The Rebound Core v9 and the Insole Layer
The FitVille Rebound Core v9 is built around a removable factory insole, so the shoe can accept an aftermarket insert or a prescription orthotic if your situation calls for one. The v9 is offered in standard, 2E, and 4E widths, which is the practical answer to the toe-box-volume question above: the wider widths give meaningful extra room for an added insert without sacrificing fit.
A few honest notes:
- The v9 ships with a tuned factory insole intended for general walking use. For day-to-day comfort, many wearers find that's all they need.
- If you want more cushioning, an OTC insole from the established names in the category — Superfeet, Spenco, PowerStep, Currex, Aetrex, Dr. Scholl's, Sole, Tread Labs, Protalus — slots into the v9 the same way it slots into other shoes with removable footbeds. Pick the arch profile and cushioning emphasis that match your foot.
- If you've been prescribed a medical orthotic, take the shoe and the orthotic to your podiatrist or physical therapist to confirm the fit together. The v9's roomy widths help, but the clinician is the one who signs off.
For exact factory-insole material and thickness specifications, check the current product page or contact our support team — we'll route you to the latest documented spec rather than guess.

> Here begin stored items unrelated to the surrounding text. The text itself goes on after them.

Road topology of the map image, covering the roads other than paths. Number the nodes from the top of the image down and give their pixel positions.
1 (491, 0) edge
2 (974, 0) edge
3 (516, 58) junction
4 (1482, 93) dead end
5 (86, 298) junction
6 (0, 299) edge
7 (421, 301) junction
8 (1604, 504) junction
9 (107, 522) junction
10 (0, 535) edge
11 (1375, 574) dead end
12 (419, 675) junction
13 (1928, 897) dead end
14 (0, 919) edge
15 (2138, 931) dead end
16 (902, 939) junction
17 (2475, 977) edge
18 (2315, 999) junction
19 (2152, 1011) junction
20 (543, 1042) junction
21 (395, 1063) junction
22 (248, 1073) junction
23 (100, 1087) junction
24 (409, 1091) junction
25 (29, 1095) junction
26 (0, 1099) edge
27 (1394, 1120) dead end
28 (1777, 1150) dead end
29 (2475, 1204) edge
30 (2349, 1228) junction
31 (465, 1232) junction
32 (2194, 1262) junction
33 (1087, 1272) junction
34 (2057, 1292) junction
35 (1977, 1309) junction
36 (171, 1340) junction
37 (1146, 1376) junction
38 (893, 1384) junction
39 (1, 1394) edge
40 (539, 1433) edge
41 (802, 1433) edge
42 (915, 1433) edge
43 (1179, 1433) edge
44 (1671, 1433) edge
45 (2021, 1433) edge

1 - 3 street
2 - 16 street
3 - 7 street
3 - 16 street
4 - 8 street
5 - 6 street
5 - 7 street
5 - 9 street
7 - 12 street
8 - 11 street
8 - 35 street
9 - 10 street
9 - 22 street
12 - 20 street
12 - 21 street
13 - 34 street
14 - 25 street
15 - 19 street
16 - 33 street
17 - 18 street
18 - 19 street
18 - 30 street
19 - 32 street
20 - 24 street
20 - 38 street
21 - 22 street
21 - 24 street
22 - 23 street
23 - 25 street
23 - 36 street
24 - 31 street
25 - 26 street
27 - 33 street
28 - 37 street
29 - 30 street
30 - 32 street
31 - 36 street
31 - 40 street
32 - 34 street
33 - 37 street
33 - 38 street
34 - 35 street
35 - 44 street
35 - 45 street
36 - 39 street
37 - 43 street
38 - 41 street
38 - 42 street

See the FitVille Rebound Core v9 and the rest of our walking-shoe lineup →
FAQ
What's the difference between an insole and an orthotic? In common usage, "insole" is the catch-all word for any insert that goes inside a shoe — including the factory insole that came with the shoe and any OTC aftermarket insert you might buy to replace it. "Orthotic," used precisely, refers to a custom-made medical device prescribed by a podiatrist or physical therapist for a specific clinical reason. OTC inserts are sometimes loosely called "orthotics" in marketing, but they're consumer footwear products, not prescribed medical devices.
Are Superfeet good for walking shoes? Superfeet is one of the established names in the OTC aftermarket insole category, alongside Spenco, PowerStep, Currex, Aetrex, Dr. Scholl's, Sole, Tread Labs, and Protalus. Each line has its own profile and cushioning philosophy. The right pick for your foot depends on your arch shape, the kind of walking you do, and how much extra volume your current shoe can accommodate. None of these are medical devices, and none are substitutes for a prescription orthotic if you've been told you need one.
Should I remove the factory insole? You only need to remove the factory insole when you're swapping in a replacement — either an aftermarket OTC insole or a prescription medical orthotic. Most quality walking shoes are designed so the factory insole lifts out cleanly. If your shoe's factory insole is intact and comfortable, there's no reason to remove it.
Do I need a prescription orthotic? That isn't a question this article can answer for you. If you have a diagnosed foot condition, severe or persistent pain, or a previous recommendation from a clinician that you should be wearing a prescription orthotic, the right next step is to see a podiatrist or physical therapist. If you're shopping for general walking comfort and don't have a clinical situation, an OTC aftermarket insert may be appropriate as a footwear product. The two categories are different, and the choice between them is a clinical question for some people and a comfort question for others.
The Short Version
- Factory insole = the insert that came with the shoe. Replace it every 6–12 months of heavy use.
- OTC aftermarket insole = a consumer footwear product you can buy without a prescription. Useful for comfort and feel; not a medical device.
- Prescription medical orthotic = a custom device prescribed by a podiatrist or physical therapist. For prescription orthotic decisions, see a clinician.
- Walking shoes that work with all three have a removable factory insole and enough toe-box volume to accommodate an added insert — which is exactly the brief the FitVille Rebound Core v9 was built to.